5 Fehler beim Ausfüllen eines Stundenzettels
Die Dokumentation der geleisteten Arbeitszeit auf dem Stundenzettel dient mehreren Zwecken:
- Zeitabrechnung
Der Stundenzettel ermöglicht es dem Arbeitgeber, die geleisteten Arbeitsstunden eines Mitarbeiters zu verfolgen und exakt zu vergüten. - Projektverfolgung
In Unternehmen werden mehrere Projekte mehr oder weniger gleichzeitig bearbeitet. Die Stundenzettel aller Mitarbeiter bilden für das Unternehmen eine fundierte Datenbasis, um den Arbeitsaufwand für jedes einzelne Projekt statistisch zu erfassen, zu verfolgen und auswerten zu können, was schließlich eine genaue Kostenzuordnung und Budgetierung ermöglicht. - Compliance
In vielen Ländern und Branchen sind die Arbeitgeber gesetzlich dazu verpflichtet, die Arbeitszeiten ihrer Mitarbeiter genau zu dokumentieren. Die Stundenzettel dienen daher auch als direkte Nachweise für die strikte Einhaltung aller Vorschriften.

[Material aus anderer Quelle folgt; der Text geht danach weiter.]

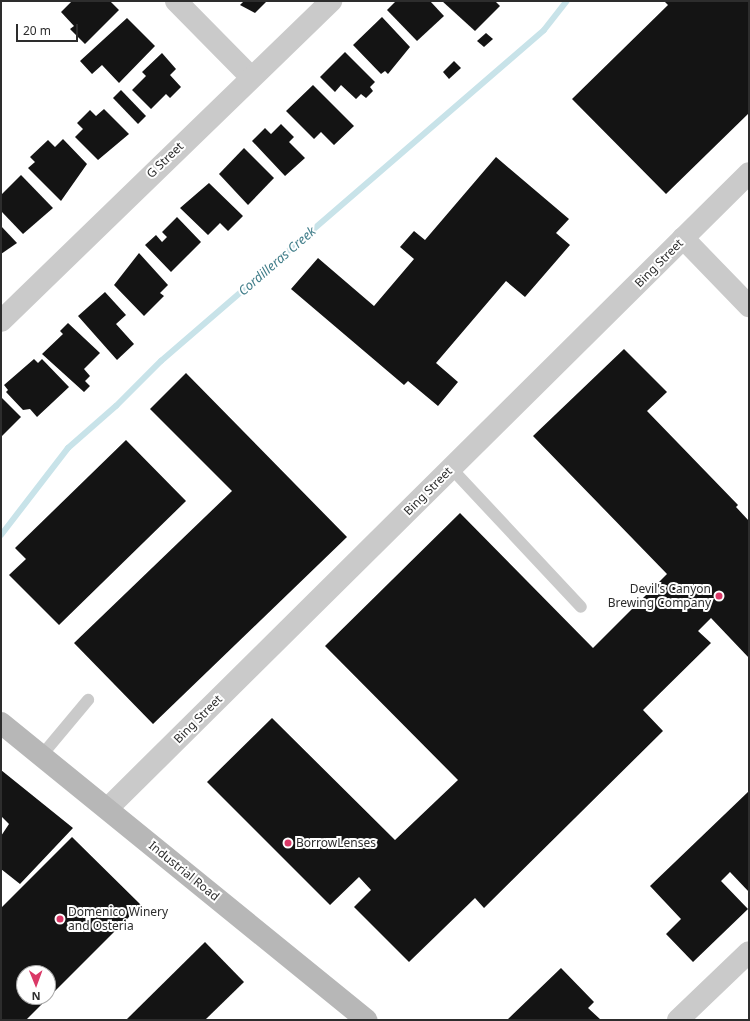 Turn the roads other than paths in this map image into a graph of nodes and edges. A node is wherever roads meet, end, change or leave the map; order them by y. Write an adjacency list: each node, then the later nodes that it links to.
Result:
1 (176, 1): 3 (street)
2 (331, 1): 3 (street, G Street)
3 (250, 77): 7 (street, G Street)
4 (749, 173): 5 (street, Bing Street)
5 (683, 238): 6 (street); 8 (street, Bing Street)
6 (749, 306)
7 (1, 321)
8 (451, 468): 9 (lane); 13 (street, Bing Street)
9 (581, 607)
10 (88, 700): 12 (lane)
11 (1, 723): 12 (main road, Industrial Road)
12 (42, 755): 13 (main road, Industrial Road)
13 (108, 808): 16 (main road, Industrial Road)
14 (749, 952): 15 (street)
15 (692, 1015)
16 (367, 1020) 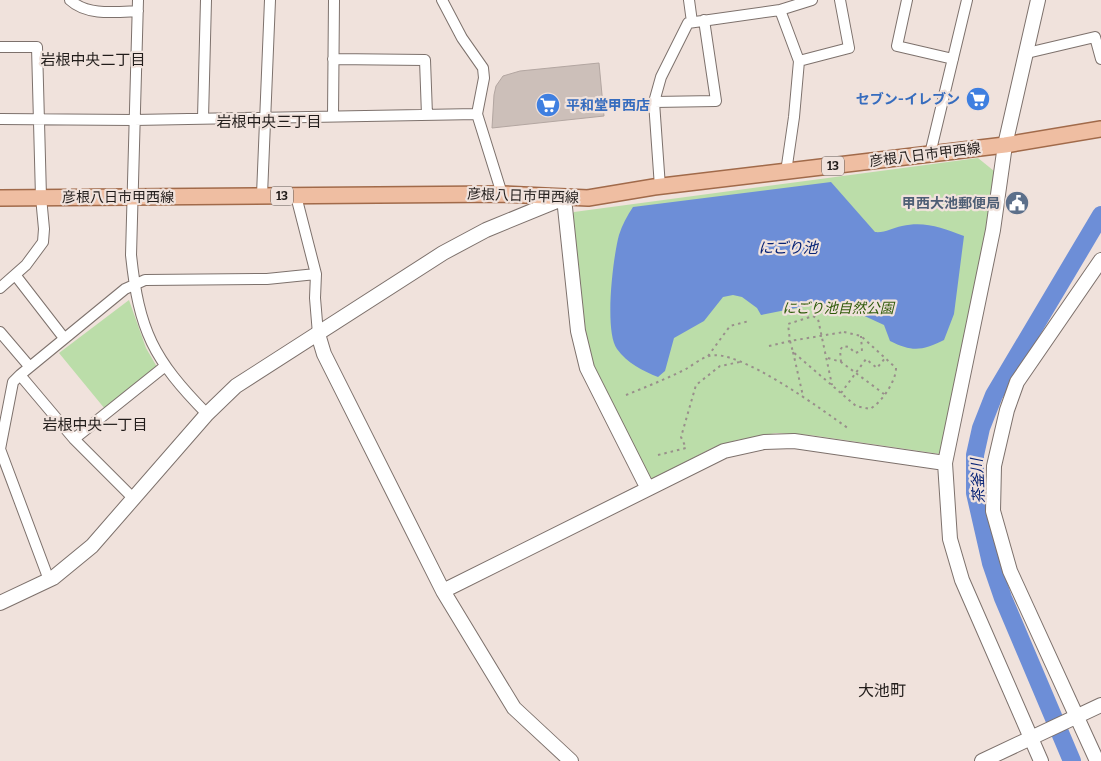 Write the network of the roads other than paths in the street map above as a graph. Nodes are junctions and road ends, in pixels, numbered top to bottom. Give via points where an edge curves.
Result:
1 (70, 0) edge
2 (138, 0) edge
3 (206, 0) edge
4 (270, 0) edge
5 (334, 0) edge
6 (442, 0) edge
7 (690, 0) edge
8 (812, 0) edge
9 (840, 0) edge
10 (907, 0) edge
11 (967, 0) edge
12 (1038, 0) edge
13 (796, 3) edge
14 (780, 10) junction
15 (138, 11) junction
16 (704, 20) junction
17 (692, 22) junction
18 (0, 47) edge
19 (1027, 53) junction
20 (953, 58) junction
21 (333, 59) junction
22 (1101, 59) edge
23 (799, 61) junction
24 (654, 102) junction
25 (477, 114) junction
26 (427, 115) junction
27 (264, 116) junction
28 (333, 116) junction
29 (39, 118) junction
30 (203, 118) junction
31 (0, 119) edge
32 (134, 120) junction
33 (1101, 129) edge
34 (1005, 145) junction
35 (930, 154) junction
36 (786, 172) junction
37 (660, 187) junction
38 (502, 194) junction
39 (262, 196) junction
40 (296, 196) junction
41 (41, 197) junction
42 (132, 197) junction
43 (0, 198) edge
44 (564, 198) junction
45 (1101, 260) edge
46 (316, 274) junction
47 (16, 276) junction
48 (134, 285) junction
49 (0, 288) edge
50 (0, 332) edge
51 (318, 334) junction
52 (64, 338) junction
53 (29, 366) junction
54 (164, 366) junction
55 (20, 374) junction
56 (207, 414) junction
57 (74, 439) junction
58 (944, 463) junction
59 (647, 487) junction
60 (134, 499) junction
61 (49, 580) junction
62 (442, 591) junction
63 (0, 603) edge
64 (1101, 705) edge
65 (1070, 718) junction
66 (1030, 738) junction
67 (571, 761) edge
68 (982, 761) edge
69 (1041, 761) edge
70 (1097, 761) edge

1 - 15 street via 91,10
2 - 15 street
3 - 30 street
4 - 27 street
5 - 21 street
6 - 25 street via 483,68
7 - 17 street
8 - 13 street
9 - 23 street via 849,48
10 - 20 street via 897,46
11 - 20 street
12 - 19 street
13 - 14 street
14 - 16 street
14 - 23 street
15 - 32 street
16 - 17 street
16 - 24 street via 716,101
17 - 24 street via 688,23 660,77
18 - 29 street via 37,47
19 - 22 street via 1095,37
19 - 34 street
20 - 35 street
21 - 26 street via 425,60
21 - 28 street
23 - 36 street
24 - 37 street
25 - 26 street
25 - 38 street
26 - 28 street
27 - 28 street
27 - 30 street
27 - 39 street
29 - 31 street
29 - 32 street
29 - 41 street
30 - 32 street
32 - 42 street
33 - 34 main road, 彦根八日市甲西線 / 13
34 - 35 main road, 彦根八日市甲西線 / 13
34 - 58 street via 993,230
35 - 36 main road, 彦根八日市甲西線 / 13
36 - 37 main road, 彦根八日市甲西線 / 13
37 - 44 main road, 彦根八日市甲西線 / 13 via 588,198
38 - 40 main road, 彦根八日市甲西線 / 13
38 - 44 main road, 彦根八日市甲西線 / 13
39 - 40 main road, 彦根八日市甲西線 / 13
39 - 42 main road, 彦根八日市甲西線 / 13
40 - 46 street
41 - 42 main road, 彦根八日市甲西線 / 13
41 - 43 main road, 彦根八日市甲西線 / 13
41 - 47 street via 43,242
42 - 48 street
44 - 51 street via 486,230 443,253
44 - 59 street via 578,331 587,368
45 - 65 street via 1017,382 994,466 993,511 1010,571
46 - 48 street via 267,279 145,280
46 - 51 street
47 - 49 street
47 - 52 street
48 - 52 street
48 - 54 street via 142,319
50 - 53 street
51 - 56 street via 236,386
51 - 62 street via 324,354
52 - 53 street
53 - 55 street
54 - 56 street
54 - 57 street
55 - 57 street
55 - 61 street via 13,382 0,449
56 - 60 street
57 - 60 street
58 - 59 street via 822,444 764,442 724,451
58 - 66 street via 950,539 962,580
59 - 62 street
60 - 61 street via 92,546
61 - 63 street
62 - 67 street via 514,708
64 - 65 street
65 - 66 street
65 - 70 street
66 - 68 street
66 - 69 street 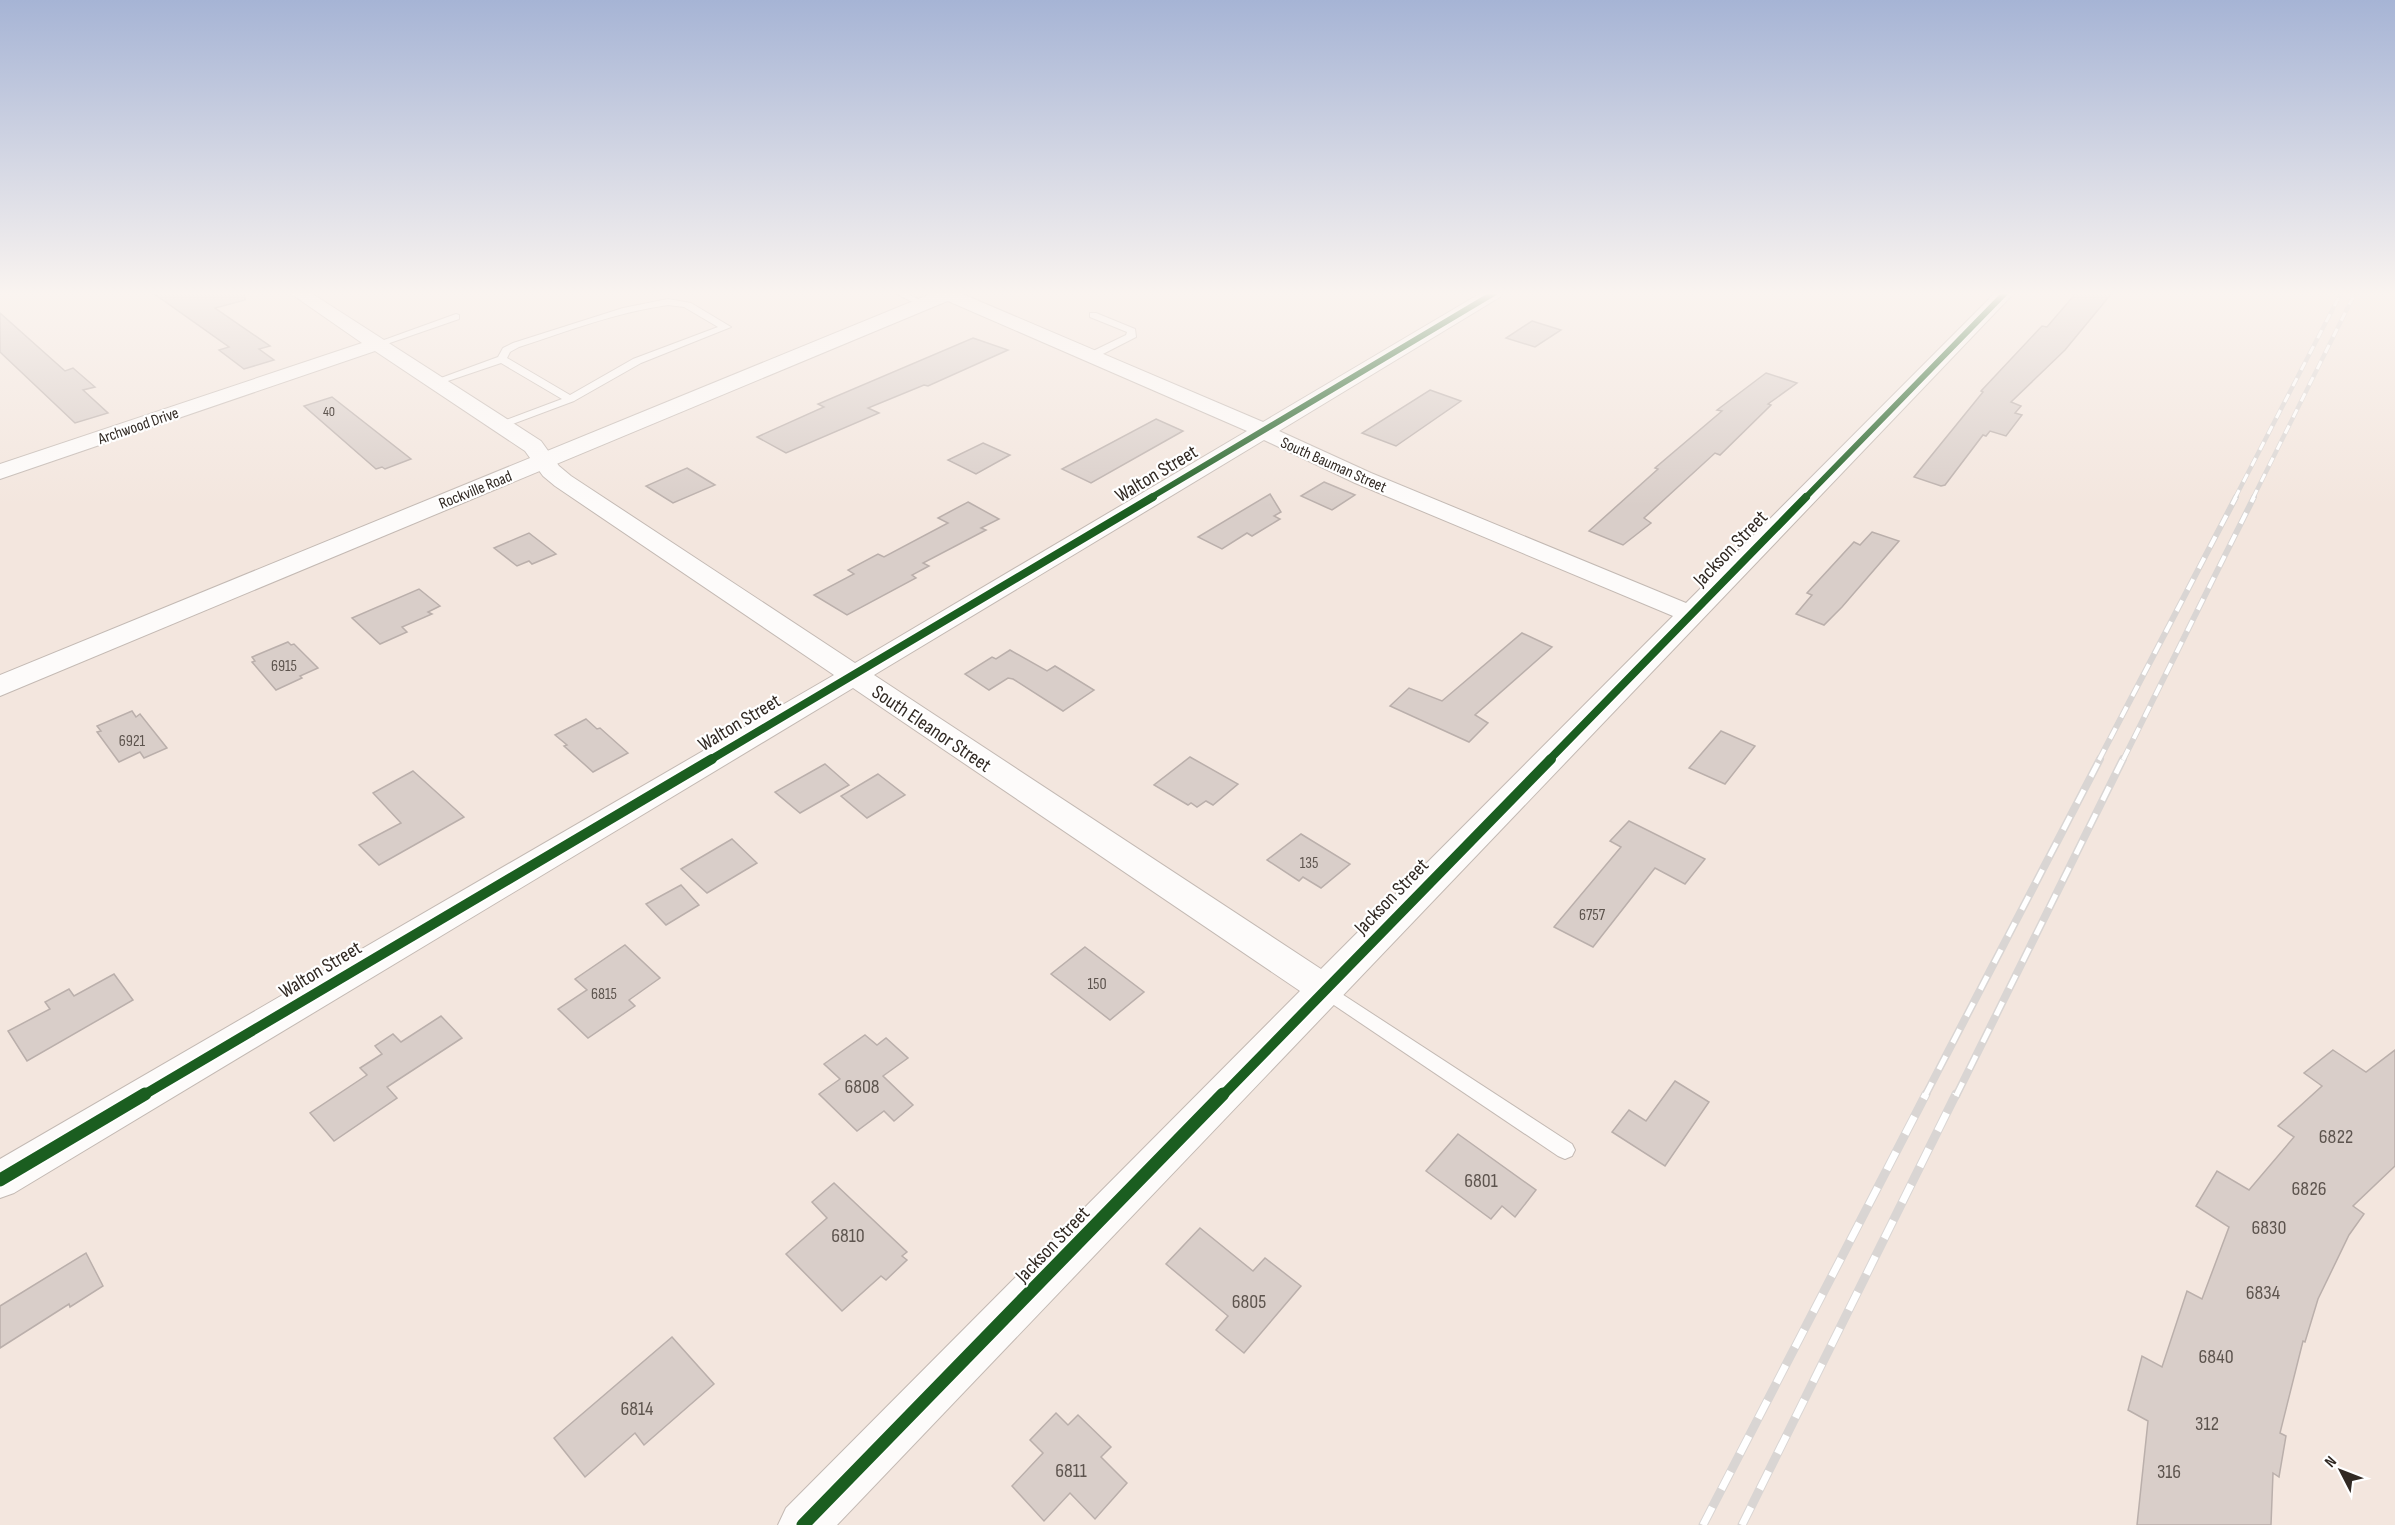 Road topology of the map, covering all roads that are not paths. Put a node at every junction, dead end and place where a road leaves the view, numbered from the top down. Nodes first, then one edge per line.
1 (318, 364) edge
2 (409, 364) edge
3 (486, 364) edge
4 (511, 364) edge
5 (633, 364) edge
6 (777, 364) edge
7 (1114, 364) edge
8 (1373, 364) edge
9 (1935, 364) edge
10 (435, 381) junction
11 (570, 399) junction
12 (502, 425) junction
13 (1262, 430) junction
14 (543, 461) junction
15 (0, 472) edge
16 (1691, 614) junction
17 (854, 675) junction
18 (0, 686) edge
19 (1325, 990) junction
20 (1565, 1150) dead end
21 (0, 1180) edge
22 (803, 1525) edge

1 - 15 street, Archwood Drive
2 - 10 street, South Eleanor Street
3 - 10 lane
4 - 11 lane
5 - 11 lane
6 - 14 main road, Rockville Road
7 - 13 street, South Bauman Street
8 - 13 street, Walton Street
9 - 16 street, Jackson Street
10 - 12 street, South Eleanor Street
11 - 12 lane
12 - 14 street, South Eleanor Street
13 - 16 street, South Bauman Street
13 - 17 street, Walton Street
14 - 17 street, South Eleanor Street
14 - 18 main road, Rockville Road
16 - 19 street, Jackson Street
17 - 19 street, South Eleanor Street
17 - 21 street, Walton Street
19 - 20 lane
19 - 22 street, Jackson Street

Ein Stundenzettel muss deshalb mindestens die folgenden Informationen enthalten:
- Name des Mitarbeiters
- Datum des Tages, an dem die Arbeitsstunden geleistet wurden
- Uhrzeiten von Beginn und Ende der Tätigkeiten an diesem Tag
- Dauer der Pausenzeiten
- Art der Tätigkeiten - kurze Beschreibung
Während Stundenzettel früher ausschließlich handschriftlich ausgefüllt worden sind, hat sich in den letzten Jahren zunehmend die elektronische Erfassung durchgesetzt, um die Daten direkt in die Datenbank des jeweiligen Unternehmens überführen zu können. Vielfach wird dafür eine spezielle Zeiterfassungssoftware eingesetzt.